---- STUDY MATERIAL

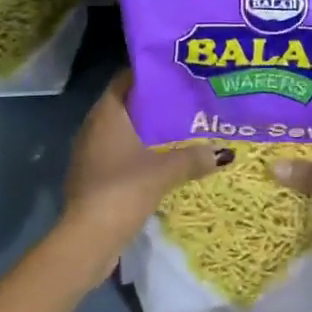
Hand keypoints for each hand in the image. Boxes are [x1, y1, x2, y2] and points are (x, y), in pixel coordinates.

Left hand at [59, 72, 216, 284]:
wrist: (88, 238)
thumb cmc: (123, 189)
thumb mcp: (165, 171)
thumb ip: (193, 158)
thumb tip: (223, 152)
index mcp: (106, 114)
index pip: (125, 80)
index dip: (148, 74)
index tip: (174, 73)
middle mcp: (93, 128)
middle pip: (125, 105)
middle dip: (152, 103)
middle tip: (184, 100)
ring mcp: (89, 154)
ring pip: (121, 131)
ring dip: (145, 130)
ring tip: (178, 128)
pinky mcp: (92, 177)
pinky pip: (118, 154)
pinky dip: (137, 152)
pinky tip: (161, 160)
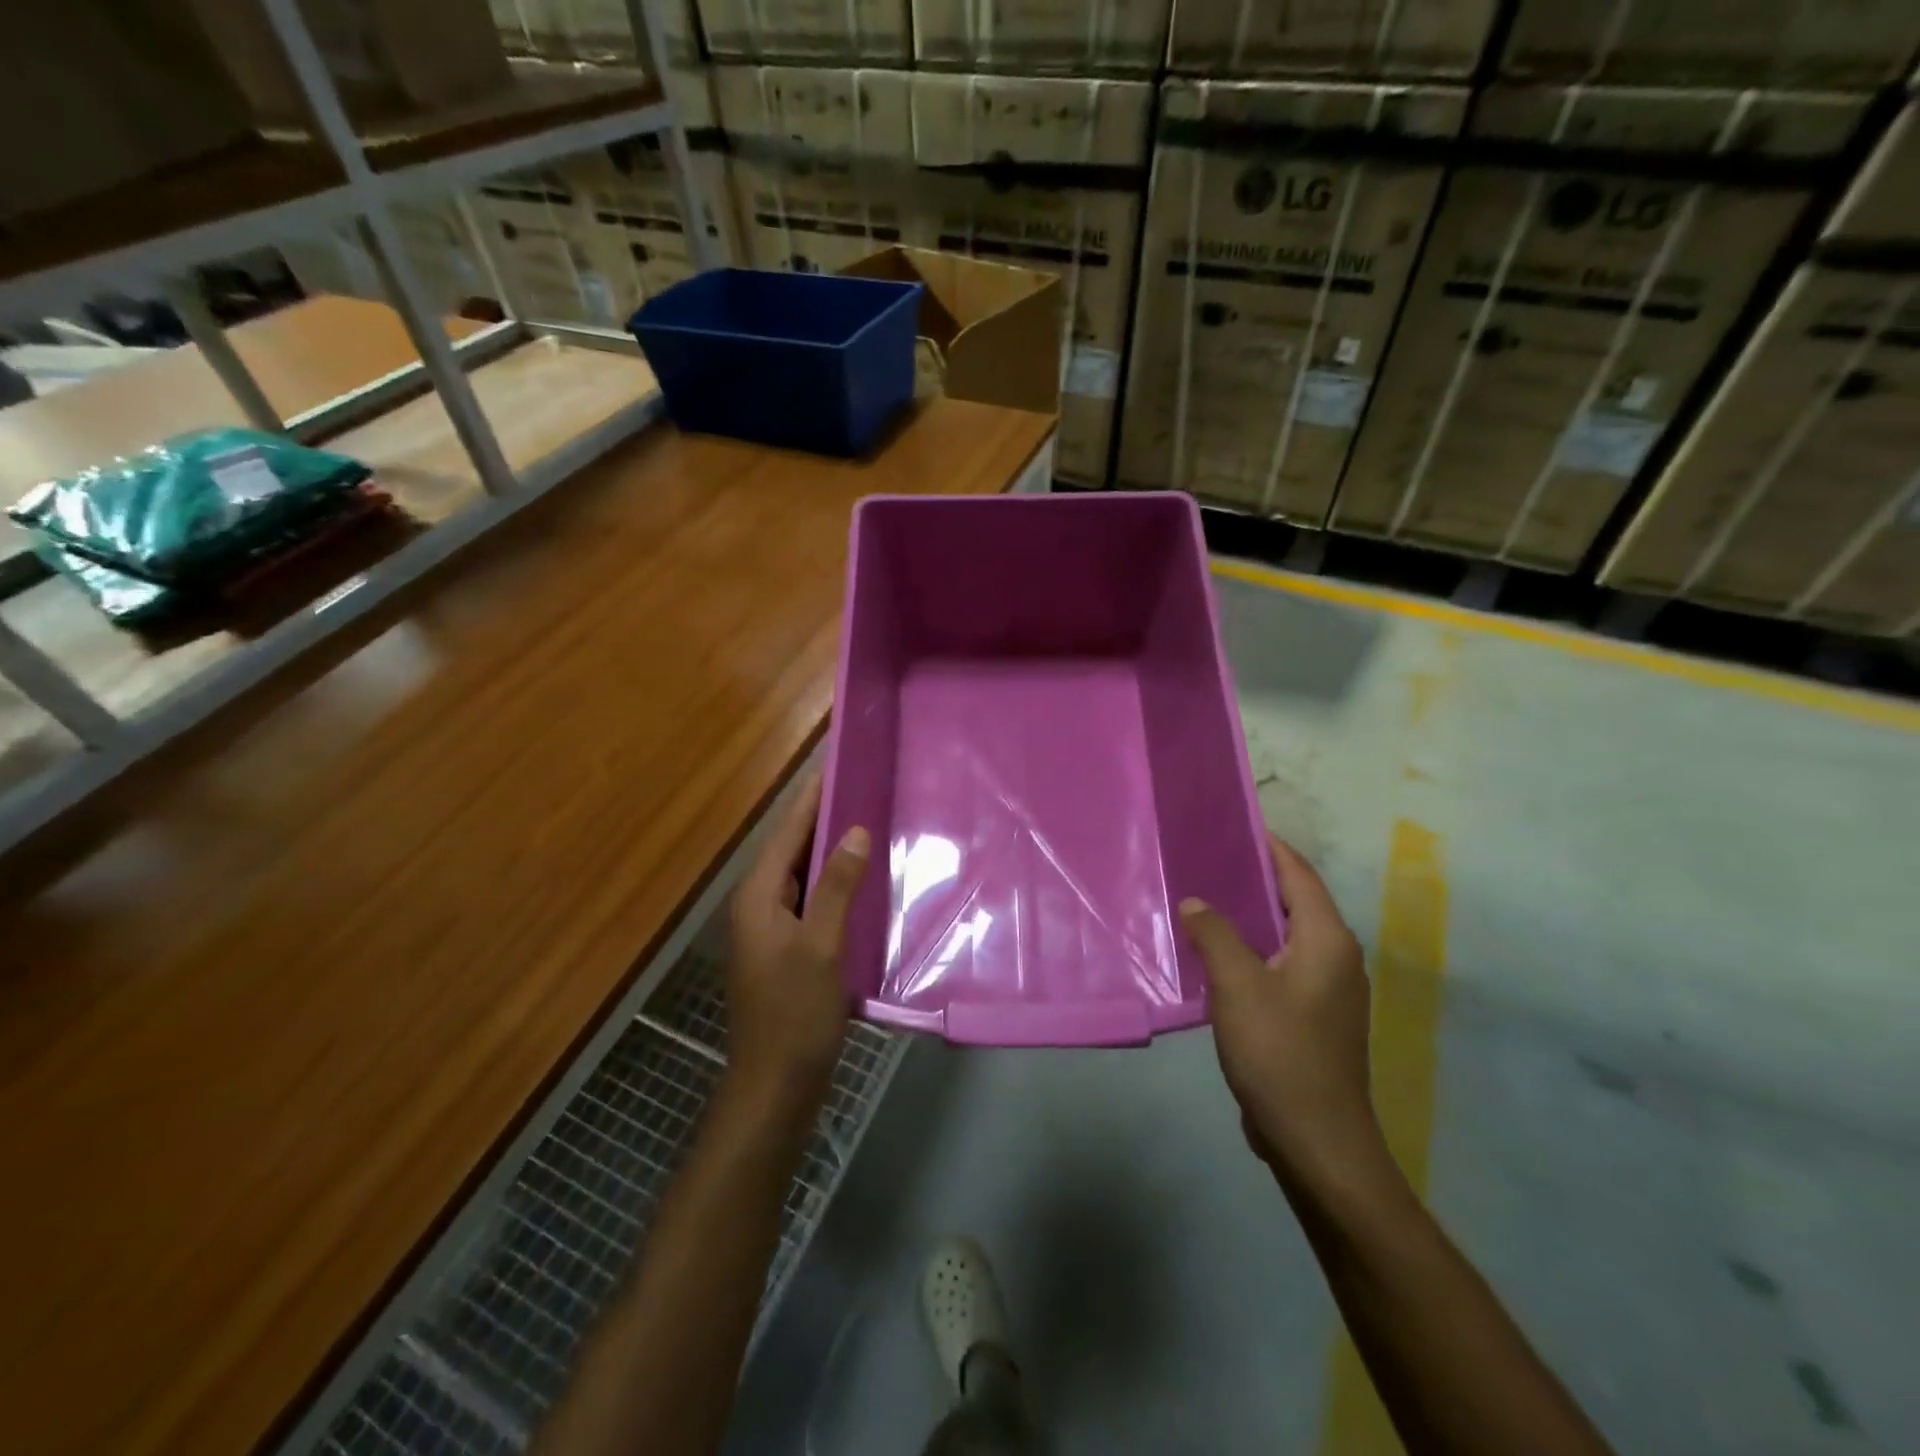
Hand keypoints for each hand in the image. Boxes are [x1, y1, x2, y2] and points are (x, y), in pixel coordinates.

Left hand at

--------

[ACTIVITY]: Which lines above hold the string "index"? Show each of them.

[SOLUTION TO THE EXERCISE]:
index mcp: (106, 114)
index pip: (125, 80)
index dip: (148, 74)
index tip: (174, 73)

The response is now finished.